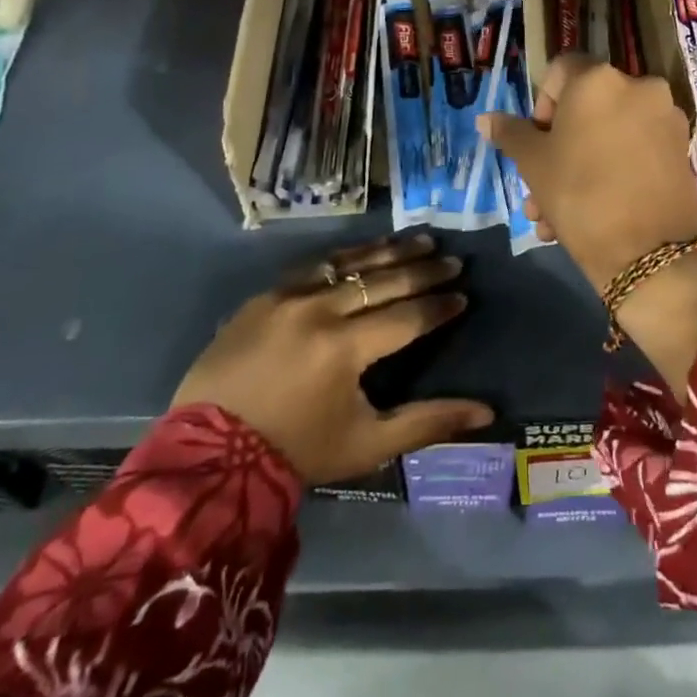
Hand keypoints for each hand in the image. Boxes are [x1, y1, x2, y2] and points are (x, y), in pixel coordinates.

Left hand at [171, 235, 492, 485]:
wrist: (210, 455)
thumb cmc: (297, 452)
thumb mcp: (368, 445)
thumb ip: (427, 423)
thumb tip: (486, 412)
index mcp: (345, 348)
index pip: (407, 317)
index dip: (439, 307)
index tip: (463, 296)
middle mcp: (320, 310)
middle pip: (384, 281)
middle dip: (424, 271)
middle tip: (453, 261)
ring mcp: (288, 296)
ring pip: (351, 263)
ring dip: (390, 251)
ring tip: (421, 240)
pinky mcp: (265, 295)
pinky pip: (316, 266)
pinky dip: (347, 258)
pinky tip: (366, 251)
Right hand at [480, 56, 696, 392]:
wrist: (650, 254)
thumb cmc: (580, 194)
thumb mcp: (533, 164)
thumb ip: (511, 133)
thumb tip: (486, 118)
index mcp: (599, 79)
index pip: (560, 71)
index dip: (541, 103)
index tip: (536, 141)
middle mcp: (639, 86)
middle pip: (586, 107)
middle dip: (558, 147)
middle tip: (539, 187)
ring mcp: (665, 118)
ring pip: (609, 134)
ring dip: (580, 166)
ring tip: (555, 216)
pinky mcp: (681, 149)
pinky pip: (635, 150)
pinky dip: (613, 171)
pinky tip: (592, 214)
..........
■ **Work to be completed**: Go through the listing above and write out exactly the lines starting with the one holding "index tip: (536, 141)" and running through the one holding "pinky pip: (635, 150)", ends included, and no others.

■ **Response box**:
index tip: (536, 141)
middle mcp: (639, 86)
middle pip: (586, 107)
middle dip: (558, 147)
middle tip: (539, 187)
ring mcp: (665, 118)
ring pip: (609, 134)
ring dip: (580, 166)
ring tip: (555, 216)
pinky mcp: (681, 149)
pinky pip: (635, 150)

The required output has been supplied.